Novelty aside, Sir Patrick not only dangled the green attributes of electric vehicles, therefore their benefit to the environment, but raised the prospect of savings on fuel, which would be good for the finances of the company as well as the national economy. This optimism notwithstanding, the JUTC’s managers need to provide the company’s shareholders and taxpayers with further particulars about their plan, including the feasibility analysis upon which it rests. There is also much more to explain about the company.
The stated-owned bus company operates in the Kingston Metropolitan Region, which primarily means the Jamaica capital and the urban areas of the administratively adjoined parish of St Andrew, as well as the large municipalities of Portmore and Spanish Town in St Catherine, to the west. When the JUTC was formed more than two decades ago, the hope was that it would inspire order in a chaotic public transport system. Its success, in that respect, has been limited, even as taxpayers carried a heavy cost for the company’s operation.

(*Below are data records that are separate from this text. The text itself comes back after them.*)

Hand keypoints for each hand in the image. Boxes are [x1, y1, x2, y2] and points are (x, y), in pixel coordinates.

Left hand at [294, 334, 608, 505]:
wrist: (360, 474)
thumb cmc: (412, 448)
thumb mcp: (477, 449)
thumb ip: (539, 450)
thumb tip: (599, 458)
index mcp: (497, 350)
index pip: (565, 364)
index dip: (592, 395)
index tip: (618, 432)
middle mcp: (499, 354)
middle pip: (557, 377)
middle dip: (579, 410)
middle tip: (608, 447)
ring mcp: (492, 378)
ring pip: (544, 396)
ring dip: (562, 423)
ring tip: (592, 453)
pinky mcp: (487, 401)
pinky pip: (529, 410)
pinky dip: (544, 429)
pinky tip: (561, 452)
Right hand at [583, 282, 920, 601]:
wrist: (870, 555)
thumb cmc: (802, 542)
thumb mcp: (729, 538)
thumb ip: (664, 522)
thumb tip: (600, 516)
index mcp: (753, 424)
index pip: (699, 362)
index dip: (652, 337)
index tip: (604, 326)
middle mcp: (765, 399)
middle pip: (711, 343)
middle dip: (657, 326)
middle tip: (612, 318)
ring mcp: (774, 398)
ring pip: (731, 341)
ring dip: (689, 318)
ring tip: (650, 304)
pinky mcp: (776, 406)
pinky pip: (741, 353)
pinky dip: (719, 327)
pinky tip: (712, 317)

The JUTC projects that it will close the fiscal year, March 31, with a surplus of almost J$2.3 billion, but that is after a government subvention of J$6.6 billion, or the equivalent to 83 per cent of its revenue and more than two-thirds of its operating costs. Over the year, it will have moved 41 million passengers, or around 23 per cent fewer than projected. Notably, the company’s “other income” of J$4 billion was 11 per cent more than what it earned in fares and from charters.
In the new financial year, although bolstered by a J$5.3-billion government grant to help meet its operating expenses, the JUTC projects to increase its passenger rides to 50 million, and expects to report a loss of J$5.8 billion. And, on the face of it, the expenditure on the electric buses won’t figure in that deficit. Their cost isn’t reflected in the company’s proposed capital spending.

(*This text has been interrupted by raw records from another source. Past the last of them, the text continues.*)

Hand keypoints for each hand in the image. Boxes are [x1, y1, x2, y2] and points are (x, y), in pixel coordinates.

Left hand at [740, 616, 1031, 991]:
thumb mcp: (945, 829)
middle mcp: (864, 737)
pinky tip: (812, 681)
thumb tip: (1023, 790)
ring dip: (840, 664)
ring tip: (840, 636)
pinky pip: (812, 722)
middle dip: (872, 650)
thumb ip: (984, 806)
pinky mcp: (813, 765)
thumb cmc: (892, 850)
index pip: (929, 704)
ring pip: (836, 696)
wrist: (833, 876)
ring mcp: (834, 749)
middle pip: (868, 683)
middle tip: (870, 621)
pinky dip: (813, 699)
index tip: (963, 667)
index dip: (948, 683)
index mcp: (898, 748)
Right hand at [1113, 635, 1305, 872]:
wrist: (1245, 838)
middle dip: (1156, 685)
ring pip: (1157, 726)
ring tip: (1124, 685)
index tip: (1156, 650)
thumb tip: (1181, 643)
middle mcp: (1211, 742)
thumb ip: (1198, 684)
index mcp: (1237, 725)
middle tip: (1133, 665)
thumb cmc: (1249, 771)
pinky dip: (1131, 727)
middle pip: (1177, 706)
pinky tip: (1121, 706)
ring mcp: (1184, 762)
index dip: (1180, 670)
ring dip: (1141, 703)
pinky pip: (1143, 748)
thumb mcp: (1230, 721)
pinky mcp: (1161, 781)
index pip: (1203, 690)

Against the background of the company’s finances, where insolvency is held at bay by the Government’s capital contributions, the JUTC’s chief executive officer, Paul Abrahams, and the transport minister, Robert Montague, should offer taxpayers a good case for the purchase of electric buses at this time, or show how their acquisition is strategically enmeshed in larger national policy. And not just by saying so.
This newspaper supports action to reduce greenhouse emissions and to attack global warming, which is a case for the introduction of battery electric buses (BEBs). If they work.

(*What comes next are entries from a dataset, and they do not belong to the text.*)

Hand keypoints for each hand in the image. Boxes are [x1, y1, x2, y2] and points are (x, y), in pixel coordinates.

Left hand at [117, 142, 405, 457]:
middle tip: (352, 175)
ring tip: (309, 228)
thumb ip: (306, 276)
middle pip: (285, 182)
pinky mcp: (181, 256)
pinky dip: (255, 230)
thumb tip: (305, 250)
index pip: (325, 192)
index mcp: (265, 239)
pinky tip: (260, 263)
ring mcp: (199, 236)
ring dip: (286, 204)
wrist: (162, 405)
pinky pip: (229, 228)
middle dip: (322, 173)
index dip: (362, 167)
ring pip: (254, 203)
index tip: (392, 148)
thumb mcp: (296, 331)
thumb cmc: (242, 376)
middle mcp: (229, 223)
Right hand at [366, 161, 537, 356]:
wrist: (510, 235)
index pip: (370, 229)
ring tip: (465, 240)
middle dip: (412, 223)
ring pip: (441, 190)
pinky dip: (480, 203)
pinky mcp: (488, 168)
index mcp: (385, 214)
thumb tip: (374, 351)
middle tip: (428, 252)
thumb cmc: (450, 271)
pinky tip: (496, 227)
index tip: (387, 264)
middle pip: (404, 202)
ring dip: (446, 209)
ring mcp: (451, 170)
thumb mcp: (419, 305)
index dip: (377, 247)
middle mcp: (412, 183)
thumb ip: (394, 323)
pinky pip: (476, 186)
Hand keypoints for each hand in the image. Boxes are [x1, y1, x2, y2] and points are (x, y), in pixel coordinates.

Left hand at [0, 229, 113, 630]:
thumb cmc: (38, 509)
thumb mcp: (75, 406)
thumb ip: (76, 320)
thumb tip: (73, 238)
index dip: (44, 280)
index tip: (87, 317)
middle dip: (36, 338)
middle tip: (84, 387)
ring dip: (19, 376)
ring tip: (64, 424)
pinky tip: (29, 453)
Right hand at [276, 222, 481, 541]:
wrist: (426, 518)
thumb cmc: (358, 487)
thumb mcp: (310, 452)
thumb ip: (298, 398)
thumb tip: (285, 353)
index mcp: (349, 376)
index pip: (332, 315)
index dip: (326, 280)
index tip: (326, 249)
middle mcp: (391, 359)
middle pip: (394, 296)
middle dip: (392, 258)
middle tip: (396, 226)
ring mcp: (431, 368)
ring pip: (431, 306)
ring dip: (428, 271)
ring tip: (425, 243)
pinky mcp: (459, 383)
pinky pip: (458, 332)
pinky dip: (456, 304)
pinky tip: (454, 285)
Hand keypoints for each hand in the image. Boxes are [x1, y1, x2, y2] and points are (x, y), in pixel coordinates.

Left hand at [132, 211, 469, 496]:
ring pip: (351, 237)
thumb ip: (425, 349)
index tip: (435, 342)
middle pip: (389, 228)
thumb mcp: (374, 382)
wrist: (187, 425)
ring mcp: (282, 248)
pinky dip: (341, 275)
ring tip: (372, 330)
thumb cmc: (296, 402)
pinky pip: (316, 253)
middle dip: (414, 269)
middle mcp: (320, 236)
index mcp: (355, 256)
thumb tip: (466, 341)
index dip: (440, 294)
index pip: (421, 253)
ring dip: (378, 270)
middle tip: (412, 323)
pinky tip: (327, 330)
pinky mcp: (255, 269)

It is estimated that fewer than 20 per cent of the world’s buses are electric, and upwards of 90 per cent are in China, although those numbers could begin to shift towards the end of the decade as zero-emission standards kick in in some countries, including the American state of California.
The problem for now is that while battery technology has improved over the last decade, the power source doesn’t offer the same fuel density as diesel, on which commuter buses generally run.
Further, most evaluations suggest that loaded electric buses may struggle on relatively hilly routes, in hot climates and in urban environments, where travel demand significant numbers of stops and starts, rather than longer highway drives.
If the JUTC is certain that it has resolved these issues and that it won’t import electric vehicles unsuitable for Jamaican conditions, then we welcome the BEBs.
Buying inappropriate buses is something the JUTC has done before.